There is a cost to all the after-the-fact nonsense that is spoken about dark arts. It makes people think of Ramos’s cheating and cheap shots as an asset rather than a defect. Few of these wannabe Ramoses will ever enjoy his success, but imitating his most stupid and selfish qualities will make their lives and all the lives they touch a little bit worse.

Ramos at least seemed to be content with his night’s work. Not everyone on the winning side shared his happiness.

Zinedine Zidane might have expected one of the easier post-match press conferences of his career. Instead he found himself having to finesse questions about the futures of Ronaldo and Bale, both of whom had chosen to announce in the immediate aftermath of victory that they were thinking about leaving the club. By the time Zidane walked in to the press room the glow of triumph had already dissipated, and the entourage of Madrid had moved on to the next episode of the ongoing dynastic telenovela.

Personal hell

Ronaldo was deep in his own lavishly-appointed personal hell. He had won, but he had failed to score; worse, he'd had to watch Bale come on and win the game, the plaudits and probably the Puskas award too. Ronaldo's bicycle kick against Juventus had been more perfect, but Bale's had come on the ultimate stage. Ronaldo had seemed about to score in injury time, but he was thwarted by a fan who ran onto the pitch and nearly reached him before the stewards pounced and dragged him away.

Coping with these indignities required Ronaldo to draw on all his formidable reserves of mental strength.

“Who was the top scorer once again? The Champions League should change and be called the CR7 Champions League. I have won five and I am the top goalscorer again, so I cannot be sad.”

Who else could win the Champions League for the fifth time and then defiantly declare: “I cannot be sad”?

Who else could seem so restless at the moment of ultimate victory? You saw in this moment how his ambition is both blessing and curse. The thirst for glory has raised him to the heights but the price is that it can never be satisfied; no matter what he achieves, it can never feel like enough.

Elsewhere, as what seemed an obscenely early dawn broke over the city, Jurgen Klopp knew there were big decisions to be made. He has form for backing his players through disaster. One of his salvage jobs, Dejan Lovren, had just delivered a fine performance in the final.

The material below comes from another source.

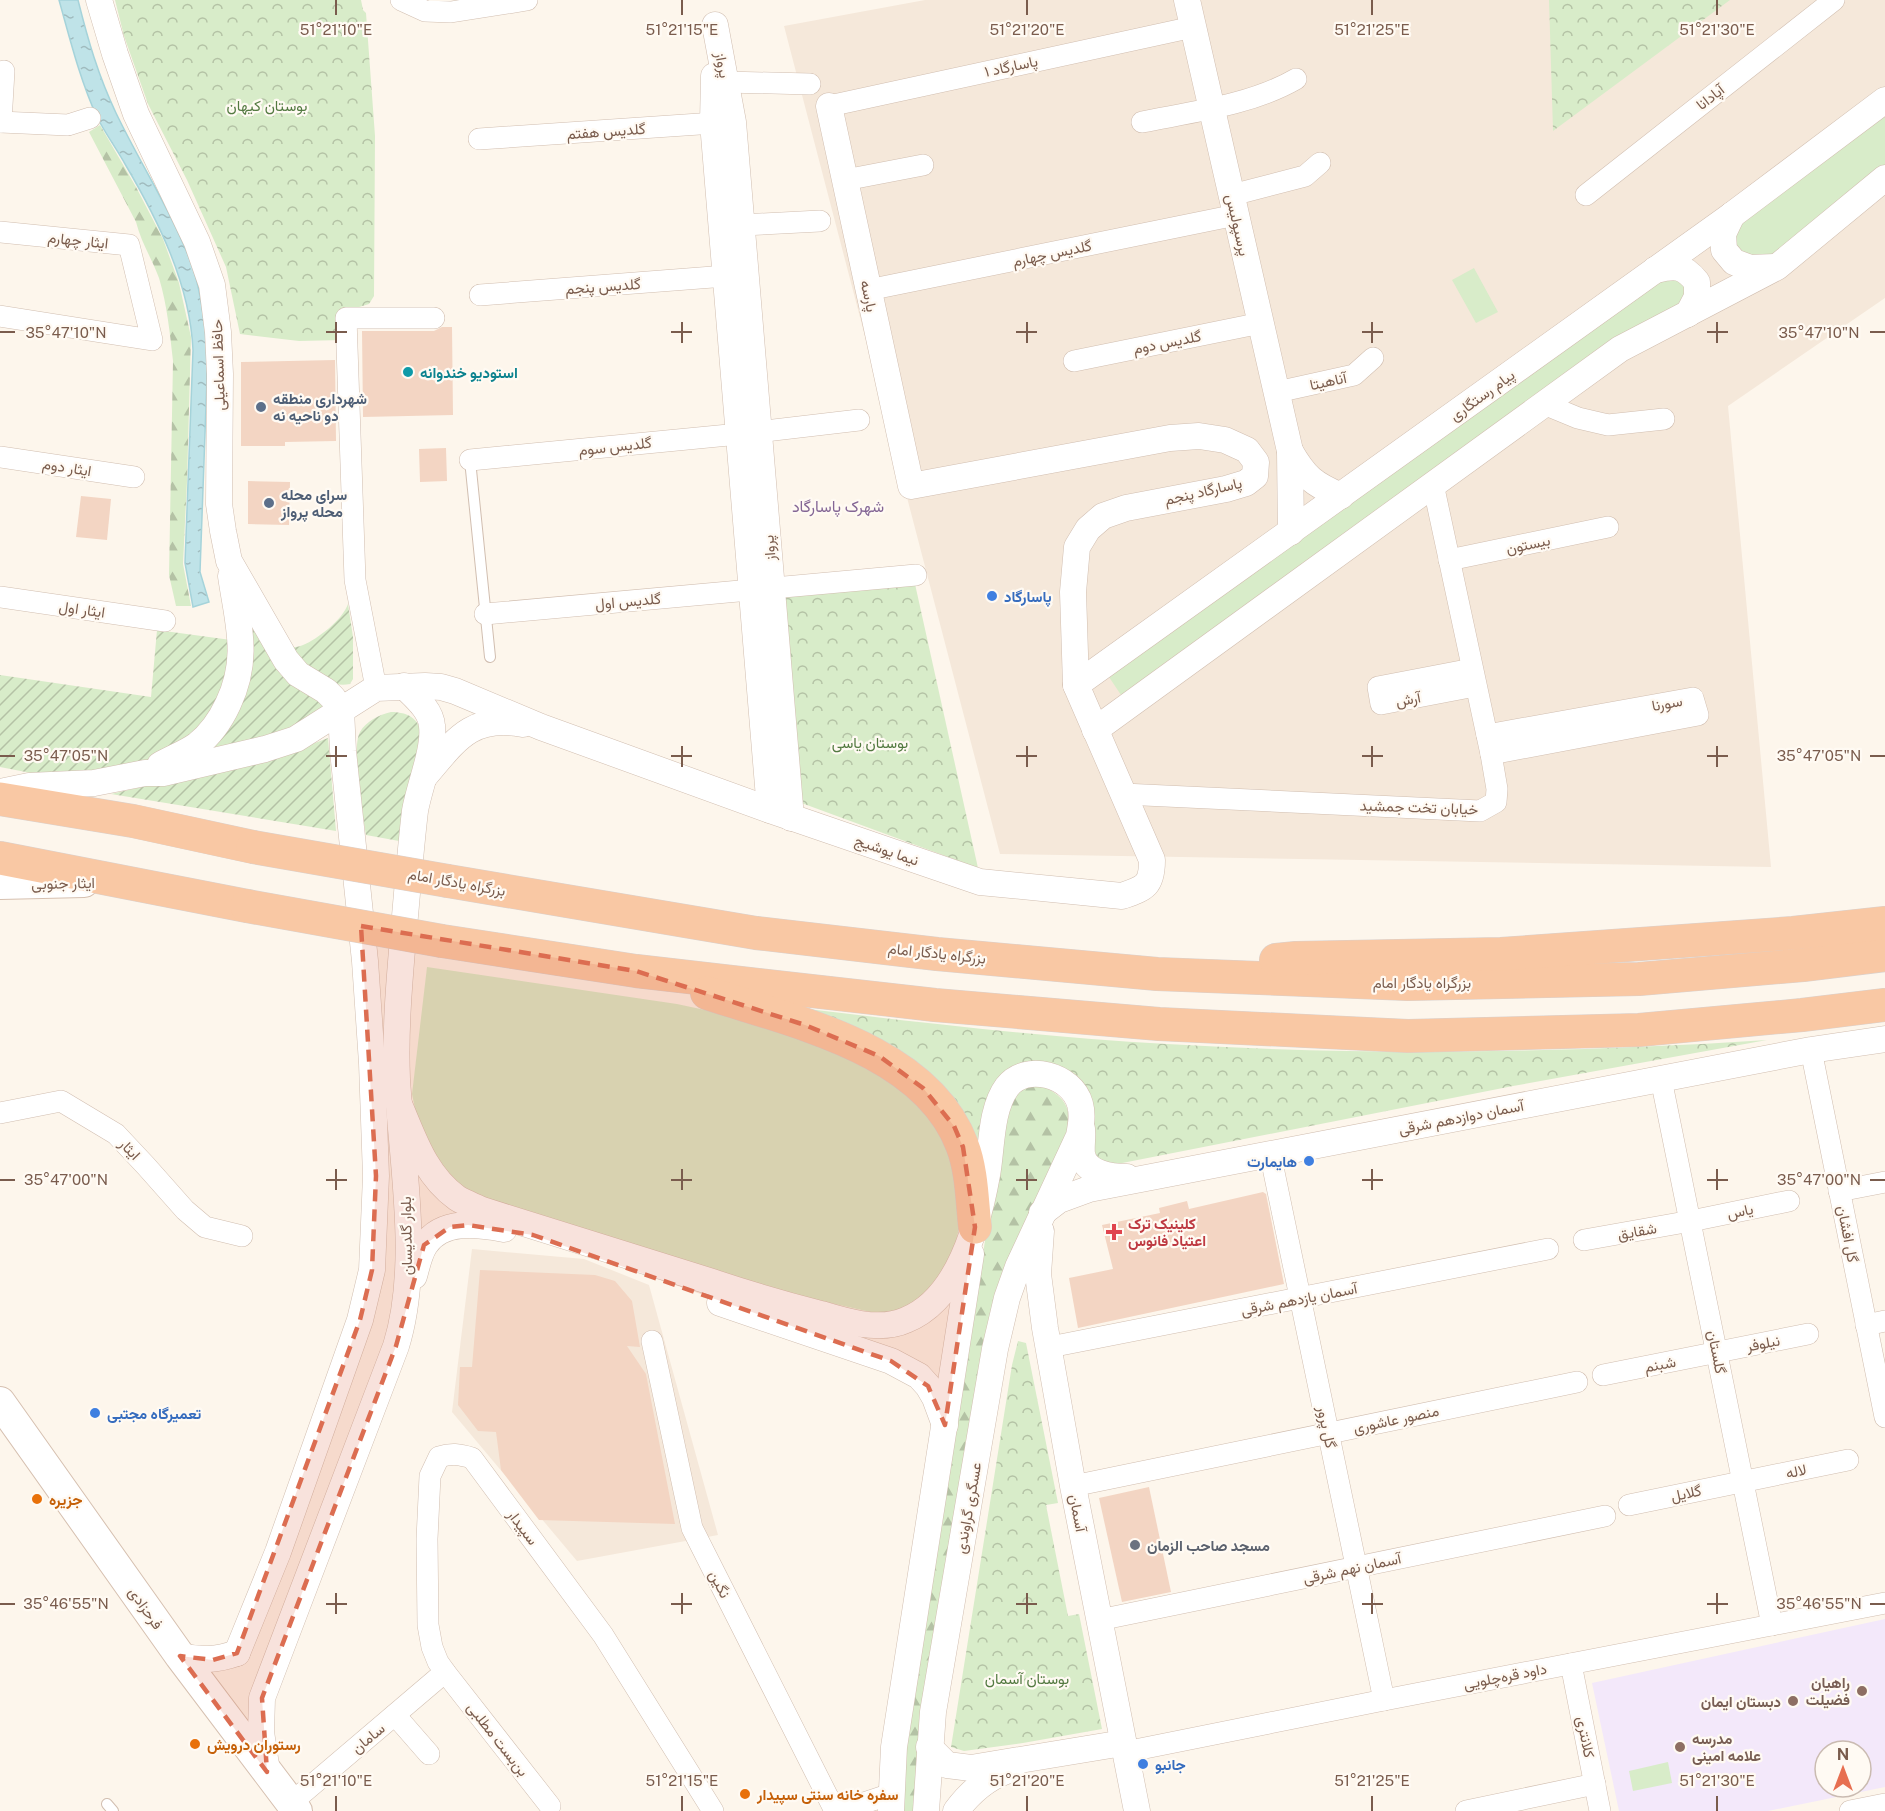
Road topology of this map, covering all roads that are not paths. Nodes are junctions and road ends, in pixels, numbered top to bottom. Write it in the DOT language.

What is he to do with Karius? Has any player ever needed his support more? Can he afford to give that support? Does he give the keeper a shot at redemption? Or is it time to say Loris, I’m sorry, but it hasn’t worked.

For now these decisions could wait.

His players had suffered and learned a lot. They learned what it felt like when nine months of brilliant work turns out to be the elaborate build-up to a punchline of a final where the joke was on them. Maybe that lesson will stand to them, maybe it won’t. Maybe they will reach another Champions League final together, more likely they won’t. So, for want of a better idea, Klopp joined in with some fans in a song. Even if it’s all a big nothing – especially if it’s all a big nothing – what else can you do but sing?